Love Beyond Words (City Lights, #1)(80)
Julian woke up the next morning the same as he had the day before, and the day before that—three days since that awful night at Natalie’s place: with a pain in his heart that slugged him like a mallet. The clock on the side table showed that it was after noon. Always an early riser, this new habit felt alien to him. But then his entire world was different now. His pillows beckoned him to retreat into sleep and he almost succumbed. But the conversation with Natalie replayed in his mind, like a terrible song stuck on repeat. Only this time, at the end, he recalled a different conversation.
Go to Rijeka. Make your peace.
Will you come with me?
Of course I will.
Julian squeezed his eyes shut for he could remember the way she’d held him and how soft her hair was against his cheek. He thought he would have given anything to hold her again.
“I could go,” he said aloud, countering his thoughts. “I could go and when I come back I could tell her…” He didn’t know what would happen in his father’s homeland. But he’d have tried. He’d have done something that might change everything.
Julian threw off his blankets and took a much-needed shower. The headache of a mild hangover thudded dully between his eyes but washed away under the hot water. Yes, this was something he could do. Something he could show her and maybe, just maybe it would be enough.

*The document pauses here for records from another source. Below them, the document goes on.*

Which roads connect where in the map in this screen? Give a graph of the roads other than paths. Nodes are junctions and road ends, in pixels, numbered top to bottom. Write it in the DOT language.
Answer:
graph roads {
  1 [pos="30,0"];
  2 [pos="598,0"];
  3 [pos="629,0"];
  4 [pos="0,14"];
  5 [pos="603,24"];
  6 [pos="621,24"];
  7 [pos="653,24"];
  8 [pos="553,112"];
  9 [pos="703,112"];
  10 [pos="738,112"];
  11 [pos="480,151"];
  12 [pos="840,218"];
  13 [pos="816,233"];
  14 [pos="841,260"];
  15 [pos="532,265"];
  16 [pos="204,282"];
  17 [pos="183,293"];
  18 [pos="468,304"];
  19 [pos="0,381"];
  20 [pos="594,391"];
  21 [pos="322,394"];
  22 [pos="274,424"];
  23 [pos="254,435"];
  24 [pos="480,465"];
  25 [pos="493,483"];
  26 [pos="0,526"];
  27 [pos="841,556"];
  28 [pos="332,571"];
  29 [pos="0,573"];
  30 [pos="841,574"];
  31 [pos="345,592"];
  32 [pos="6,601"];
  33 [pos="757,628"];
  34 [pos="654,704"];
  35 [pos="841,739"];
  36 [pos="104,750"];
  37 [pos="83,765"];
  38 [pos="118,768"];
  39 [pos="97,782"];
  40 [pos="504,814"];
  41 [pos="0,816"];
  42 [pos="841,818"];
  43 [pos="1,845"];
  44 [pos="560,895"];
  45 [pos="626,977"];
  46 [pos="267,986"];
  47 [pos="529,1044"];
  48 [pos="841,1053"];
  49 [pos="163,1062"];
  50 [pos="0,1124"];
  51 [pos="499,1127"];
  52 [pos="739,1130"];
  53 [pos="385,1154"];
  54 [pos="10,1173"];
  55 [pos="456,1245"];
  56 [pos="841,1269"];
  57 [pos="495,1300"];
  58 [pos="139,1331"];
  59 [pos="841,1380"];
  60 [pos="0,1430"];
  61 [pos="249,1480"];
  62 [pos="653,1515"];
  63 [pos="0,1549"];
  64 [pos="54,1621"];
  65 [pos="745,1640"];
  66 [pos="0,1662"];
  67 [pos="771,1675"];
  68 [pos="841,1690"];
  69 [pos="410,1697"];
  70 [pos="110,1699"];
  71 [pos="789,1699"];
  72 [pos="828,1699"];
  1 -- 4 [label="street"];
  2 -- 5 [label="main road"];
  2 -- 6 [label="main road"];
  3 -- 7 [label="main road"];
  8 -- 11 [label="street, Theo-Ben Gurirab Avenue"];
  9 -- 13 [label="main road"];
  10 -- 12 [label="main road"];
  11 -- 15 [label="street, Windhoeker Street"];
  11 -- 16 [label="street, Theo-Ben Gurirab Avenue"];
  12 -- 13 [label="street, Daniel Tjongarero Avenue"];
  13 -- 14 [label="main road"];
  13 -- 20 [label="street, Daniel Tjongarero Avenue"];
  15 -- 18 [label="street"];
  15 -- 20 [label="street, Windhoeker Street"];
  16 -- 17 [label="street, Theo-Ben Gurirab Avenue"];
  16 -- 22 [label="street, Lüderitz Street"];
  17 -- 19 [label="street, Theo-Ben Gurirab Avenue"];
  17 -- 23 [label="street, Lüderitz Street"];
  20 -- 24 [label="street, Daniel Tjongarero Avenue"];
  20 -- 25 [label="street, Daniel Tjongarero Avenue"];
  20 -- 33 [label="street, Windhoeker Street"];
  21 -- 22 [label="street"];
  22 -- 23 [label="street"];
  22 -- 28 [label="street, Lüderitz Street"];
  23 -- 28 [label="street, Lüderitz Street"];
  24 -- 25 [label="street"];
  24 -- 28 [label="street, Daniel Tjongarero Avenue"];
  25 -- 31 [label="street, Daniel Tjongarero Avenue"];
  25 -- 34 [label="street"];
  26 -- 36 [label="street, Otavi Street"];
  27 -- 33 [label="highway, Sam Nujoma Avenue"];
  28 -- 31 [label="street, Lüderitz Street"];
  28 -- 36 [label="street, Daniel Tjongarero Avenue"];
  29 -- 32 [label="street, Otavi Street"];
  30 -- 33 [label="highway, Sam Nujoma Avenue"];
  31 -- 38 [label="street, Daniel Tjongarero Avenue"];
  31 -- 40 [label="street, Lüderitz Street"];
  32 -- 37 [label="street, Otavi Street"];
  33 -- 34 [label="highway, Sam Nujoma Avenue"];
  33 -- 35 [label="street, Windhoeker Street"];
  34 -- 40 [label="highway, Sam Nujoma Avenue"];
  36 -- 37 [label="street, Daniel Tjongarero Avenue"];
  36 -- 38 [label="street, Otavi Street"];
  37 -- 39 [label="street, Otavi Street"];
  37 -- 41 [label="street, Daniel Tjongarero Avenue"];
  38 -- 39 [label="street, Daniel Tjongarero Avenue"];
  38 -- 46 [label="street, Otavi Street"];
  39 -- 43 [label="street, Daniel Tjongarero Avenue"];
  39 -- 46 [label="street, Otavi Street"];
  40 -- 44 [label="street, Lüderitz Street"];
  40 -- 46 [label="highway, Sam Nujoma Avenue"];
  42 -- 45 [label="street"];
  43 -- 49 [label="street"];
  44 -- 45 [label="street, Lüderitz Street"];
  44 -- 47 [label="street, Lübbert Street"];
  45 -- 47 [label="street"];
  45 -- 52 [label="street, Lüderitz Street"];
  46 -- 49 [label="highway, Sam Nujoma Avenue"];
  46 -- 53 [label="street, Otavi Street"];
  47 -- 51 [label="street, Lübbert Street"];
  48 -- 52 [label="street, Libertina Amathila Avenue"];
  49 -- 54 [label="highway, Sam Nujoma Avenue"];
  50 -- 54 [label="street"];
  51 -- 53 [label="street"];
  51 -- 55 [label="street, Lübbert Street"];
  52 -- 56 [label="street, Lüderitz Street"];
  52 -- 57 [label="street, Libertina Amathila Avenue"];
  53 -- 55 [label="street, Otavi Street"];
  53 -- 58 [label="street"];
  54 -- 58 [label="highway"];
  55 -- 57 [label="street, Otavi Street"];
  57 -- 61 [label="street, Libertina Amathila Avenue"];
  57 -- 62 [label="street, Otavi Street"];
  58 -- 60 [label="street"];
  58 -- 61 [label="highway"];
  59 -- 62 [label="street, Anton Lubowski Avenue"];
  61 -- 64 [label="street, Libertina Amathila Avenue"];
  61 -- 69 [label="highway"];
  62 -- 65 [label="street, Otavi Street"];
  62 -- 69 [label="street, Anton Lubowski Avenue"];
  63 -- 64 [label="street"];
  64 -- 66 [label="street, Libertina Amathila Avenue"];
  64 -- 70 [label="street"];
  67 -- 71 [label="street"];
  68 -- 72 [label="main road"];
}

After the shower, he dressed in a pair of jeans, t-shirt, and a blue sweater that Natalie loved because she said it was the exact color of his eyes. The mallet slugged him again, and he laid his hand on his chest. Keep going. Just keep going.
He packed enough for two weeks, hoping whatever it was he needed to do there wouldn’t take so long, and trundled the small luggage bag into the kitchen. He searched around for his cell phone to call the car service. He hadn’t seen his phone, he realized, in several days. He turned to the wall phone and then realized he had no idea how to get to Croatia. It would surely take more than two flights, lots of connections…
David could help him. He’d planned all his travel to Uruguay when Julian had been researching Coronation and had done a fantastic job. He thought to call David but remembered he was staying right here. Something about his mother being ill and his own apartment was being fumigated for…rats? No, termites.
Julian went to the office and heard nothing from inside. It was late for David to still be sleeping, but Julian didn’t want to barge in and startle him. He opened the door quietly to find it empty and a mess. Two bottles of Jack Daniels, a liter of Pepsi, and a cocktail glass half-filled with both sat on the coffee table beside the couch. The air smelled of sweetly tinged alcohol, and the remnants of fast food meals were strewn about. David’s sport coat hung over the end of the couch like a flaccid tongue.
Julian frowned at the mess then remembered David had told him once that he had always needed to be careful about his alcohol intake; Julian wondered what prompted this binge.
Everything’s all turned around, he thought, leaving the office. He had almost closed the door when he saw his cell phone on the floor near the couch. Odd. I must have dropped it. He took it and left, closing the door behind him.
In the kitchen, he turned the phone on and looked for missed calls from Natalie, messages that said she’d had a change of heart and wanted to talk. There were none. There was nothing, as a matter of fact. His call history had been erased. That was odd too.
He used his cell phone to go online and scrolled through a list of airlines that would take him to Croatia. Lufthansa had a flight from SFO to Zagreb with one layover in Frankfurt. And it left in three and a half hours.
Julian hesitated. He felt unprepared, rushed, unwilling to venture into his father’s territory, afraid of what he’d find or that he’d find nothing. Then he thought of living the rest of his life without Natalie and called the airline.
#
David raced back to Julian’s place, panic streaking through him and making his hands tremble. He’d stepped out to replenish his liquor supplies that had dwindled faster than was safe. But it couldn’t be helped; a mild buzz was the only thing that kept his nerves from feeling like they’d explode at any moment.
In the parking lot of the convenience store he discovered Julian’s cell phone wasn’t in his coat; it must have fallen out. He could be calling Natalie right now…That problem joined the other, constant worry that gnawed on his nerves. How on earth am I going to stage a break-in when Julian’s here all the time?
The plan to steal the latest book was a good one, if only he could leap frog over the actual doing of it and get right to the part where he and Julian lived happily ever after. He snorted a laugh. Nothing was ever that easy for him. Nothing.
At the front door, David heard the sounds of Julian moving about the kitchen. His chest constricted and his ulcer flared in a perfect harmony of dread. He opened the door and tried not to run inside.
“Oh, hello. Good to see you up and about,” he said, injecting false cheer into his tone. Julian was not only up, he was showered, dressed, and tucking his cell phone into his back pocket. Oh my god, he knows he knows he knows…“Who were you talking to?” David asked, forcing his voice into a normal range.
“The car service. I’m going to the airport,” Julian answered, and David watched him stuff his passport into his leather shoulder bag.
“Oh. Where…uh, where are you going?”
“Croatia,” Julian said, and checked his watch. “If I make the flight.” He looked at David with concern. “And how are you, David? You don’t look well, to tell you the truth.”